Energie : les sociétés pétrolières protègent leurs dividendes

Responsabilité sociale - La pression de plus en plus forte des actionnaires influence le secteur pétrolier en faveur de la transition écologique. En 2020, les majors pétrolières ont toutefois versé de généreux dividendes, malgré la crise du secteur. Quel bilan pour les majors cette année ? Quel avenir pour le secteur ? L'éclairage de Casera Vitali, Responsable ISR chez Ecofi.

2020 s’est révélée être une année de forte crise pour les sociétés pétrolières : le ralentissement économique global dû à la pandémie de la Covid-19, la baisse de la consommation mondiale de pétrole (- 9 % par rapport à 2019) et l’effondrement du cours du baril, qui est passé de 70 dollars à moins de 30 dollars au deuxième trimestre 2020, ont bousculé considérablement l’écosystème de cette industrie.

Transition énergétique

Les cinq majors (Royal Dutch Shell, ExxonMobil, BP, Total, Chevron) ont enregistré 77 milliards de dollars de pertes globalement sur l’année. Ces sociétés ont de plus décidé de comptabiliser d’importantes dépréciations d’actifs pétroliers et gaziers en 2020. Les majors ont par conséquent vu leurs résultats annuels s’effondrer.

Un autre facteur a contribué à influencer le secteur, la pression de plus en plus forte menée par les actionnaires sur la stratégie de transition énergétique des sociétés, à travers notamment la demande d’efforts majeurs vers les énergies renouvelables et l’arrêt des investissements dans les hydrocarbures non conventionnels, comme les sables bitumineux, le pétrole et le gaz par fracturation hydraulique et le forage en Arctique.
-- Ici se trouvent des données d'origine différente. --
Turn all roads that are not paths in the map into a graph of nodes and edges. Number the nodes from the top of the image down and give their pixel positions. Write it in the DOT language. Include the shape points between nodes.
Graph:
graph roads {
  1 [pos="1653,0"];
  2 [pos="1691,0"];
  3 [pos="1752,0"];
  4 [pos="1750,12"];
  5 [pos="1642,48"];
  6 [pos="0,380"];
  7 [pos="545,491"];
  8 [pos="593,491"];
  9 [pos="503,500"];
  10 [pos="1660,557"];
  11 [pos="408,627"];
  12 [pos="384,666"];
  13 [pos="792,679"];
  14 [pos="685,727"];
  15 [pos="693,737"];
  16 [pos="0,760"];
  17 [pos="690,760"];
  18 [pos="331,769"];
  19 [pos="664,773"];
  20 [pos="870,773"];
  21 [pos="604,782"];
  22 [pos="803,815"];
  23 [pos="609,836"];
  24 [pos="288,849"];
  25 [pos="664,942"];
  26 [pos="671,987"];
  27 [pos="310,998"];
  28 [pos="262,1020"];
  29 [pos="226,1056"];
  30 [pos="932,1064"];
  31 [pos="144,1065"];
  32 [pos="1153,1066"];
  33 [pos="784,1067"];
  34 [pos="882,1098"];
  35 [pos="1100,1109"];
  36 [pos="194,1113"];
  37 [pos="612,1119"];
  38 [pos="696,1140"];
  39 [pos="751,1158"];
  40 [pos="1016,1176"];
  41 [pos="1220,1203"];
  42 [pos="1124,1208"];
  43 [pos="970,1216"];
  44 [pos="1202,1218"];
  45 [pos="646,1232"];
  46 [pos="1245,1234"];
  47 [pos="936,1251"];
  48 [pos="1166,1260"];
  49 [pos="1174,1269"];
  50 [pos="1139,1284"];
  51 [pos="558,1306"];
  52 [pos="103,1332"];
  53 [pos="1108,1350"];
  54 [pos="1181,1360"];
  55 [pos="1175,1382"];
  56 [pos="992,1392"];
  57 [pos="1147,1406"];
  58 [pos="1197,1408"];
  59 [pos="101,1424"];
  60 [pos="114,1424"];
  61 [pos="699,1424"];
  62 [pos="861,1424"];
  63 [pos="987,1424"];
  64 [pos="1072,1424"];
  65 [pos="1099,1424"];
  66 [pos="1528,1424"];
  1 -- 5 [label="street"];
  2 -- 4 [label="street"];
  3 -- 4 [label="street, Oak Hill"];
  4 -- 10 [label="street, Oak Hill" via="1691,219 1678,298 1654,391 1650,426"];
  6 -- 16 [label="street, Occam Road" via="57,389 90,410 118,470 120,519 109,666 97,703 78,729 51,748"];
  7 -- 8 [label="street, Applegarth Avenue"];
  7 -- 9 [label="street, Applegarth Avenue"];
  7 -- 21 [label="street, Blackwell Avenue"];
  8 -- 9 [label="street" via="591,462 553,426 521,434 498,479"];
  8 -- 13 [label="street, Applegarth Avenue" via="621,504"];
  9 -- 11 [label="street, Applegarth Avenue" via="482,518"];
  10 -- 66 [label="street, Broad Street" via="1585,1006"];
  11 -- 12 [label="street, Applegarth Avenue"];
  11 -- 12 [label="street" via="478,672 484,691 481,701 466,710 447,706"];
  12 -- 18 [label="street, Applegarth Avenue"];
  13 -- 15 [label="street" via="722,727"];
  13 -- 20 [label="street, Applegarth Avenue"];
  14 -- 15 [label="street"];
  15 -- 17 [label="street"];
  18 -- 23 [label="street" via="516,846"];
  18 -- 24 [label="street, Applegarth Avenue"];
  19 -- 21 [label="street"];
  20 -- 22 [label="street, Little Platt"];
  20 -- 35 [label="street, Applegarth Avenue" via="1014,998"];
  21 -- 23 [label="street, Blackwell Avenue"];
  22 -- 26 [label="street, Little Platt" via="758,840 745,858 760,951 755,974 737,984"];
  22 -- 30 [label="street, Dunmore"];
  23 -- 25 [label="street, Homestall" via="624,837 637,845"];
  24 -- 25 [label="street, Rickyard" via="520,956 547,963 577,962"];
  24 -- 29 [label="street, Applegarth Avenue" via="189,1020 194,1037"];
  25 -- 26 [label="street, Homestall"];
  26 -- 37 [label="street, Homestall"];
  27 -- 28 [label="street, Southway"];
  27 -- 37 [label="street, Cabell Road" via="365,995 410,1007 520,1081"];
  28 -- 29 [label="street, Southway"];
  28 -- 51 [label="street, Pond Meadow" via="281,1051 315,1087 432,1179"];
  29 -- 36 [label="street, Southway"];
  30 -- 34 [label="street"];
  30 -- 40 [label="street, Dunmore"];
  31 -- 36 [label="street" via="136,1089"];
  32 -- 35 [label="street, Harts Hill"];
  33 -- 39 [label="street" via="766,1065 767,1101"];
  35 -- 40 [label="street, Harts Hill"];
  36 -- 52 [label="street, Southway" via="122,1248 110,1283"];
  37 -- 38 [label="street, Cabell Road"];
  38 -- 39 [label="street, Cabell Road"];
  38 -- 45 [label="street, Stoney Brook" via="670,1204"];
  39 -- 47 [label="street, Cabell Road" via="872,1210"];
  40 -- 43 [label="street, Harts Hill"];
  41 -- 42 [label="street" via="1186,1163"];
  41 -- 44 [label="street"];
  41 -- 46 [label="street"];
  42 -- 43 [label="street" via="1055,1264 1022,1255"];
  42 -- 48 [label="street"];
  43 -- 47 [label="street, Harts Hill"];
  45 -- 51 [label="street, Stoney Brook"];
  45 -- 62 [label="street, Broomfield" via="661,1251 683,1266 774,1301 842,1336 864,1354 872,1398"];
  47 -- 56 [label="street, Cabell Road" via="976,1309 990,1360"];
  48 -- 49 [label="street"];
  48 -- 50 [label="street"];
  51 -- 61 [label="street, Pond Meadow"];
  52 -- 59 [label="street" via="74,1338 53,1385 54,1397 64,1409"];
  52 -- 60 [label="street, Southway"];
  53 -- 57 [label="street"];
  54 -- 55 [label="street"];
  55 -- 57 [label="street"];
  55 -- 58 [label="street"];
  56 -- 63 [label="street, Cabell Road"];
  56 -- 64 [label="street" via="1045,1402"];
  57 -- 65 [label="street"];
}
Influence des actionnaires

Cette pression a déjà obtenu plusieurs résultats positifs au niveau de chaque société. Par exemple, nous pouvons citer Total. 10 actionnaires, dont Ecofi, ont déposé une résolution climat à l’assemblée générale 2020 pour demander à l’entreprise de préciser un plan d’actions à moyen et long terme, ainsi que les moyens déployés pour réduire ses émissions de gaz à effet de serre (y compris les émissions indirectes).

Suite à cette résolution, Total s’est finalement engagée à atteindre la neutralité carbone d’ici 2050 pour ses opérations mondiales (scopes 1+2) et européennes (scopes 1+2+3). Pour prendre un autre exemple, ExxonMobil a été contraint de nommer deux nouveaux administrateurs au sein de son conseil sous la pression d’un de ses actionnaires, le fonds activiste américain Engine n°1, très critique sur la stratégie du groupe par rapport au changement climatique.

Davantage de dividendes…

Ces changements sont visibles aussi sur l’ensemble du secteur. American Petroleum Institute (API), la plus importante association professionnelle de pétroliers américains, qui figure parmi les plus influentes au monde, a affirmé soutenir l’instauration d’une taxe carbone pour lutter contre le changement climatique et atteindre les ambitions de l’Accord de Paris. Malgré la forte crise du secteur, en 2020, les sociétés pétrolières ont tout de même versé de généreux dividendes à leurs actionnaires.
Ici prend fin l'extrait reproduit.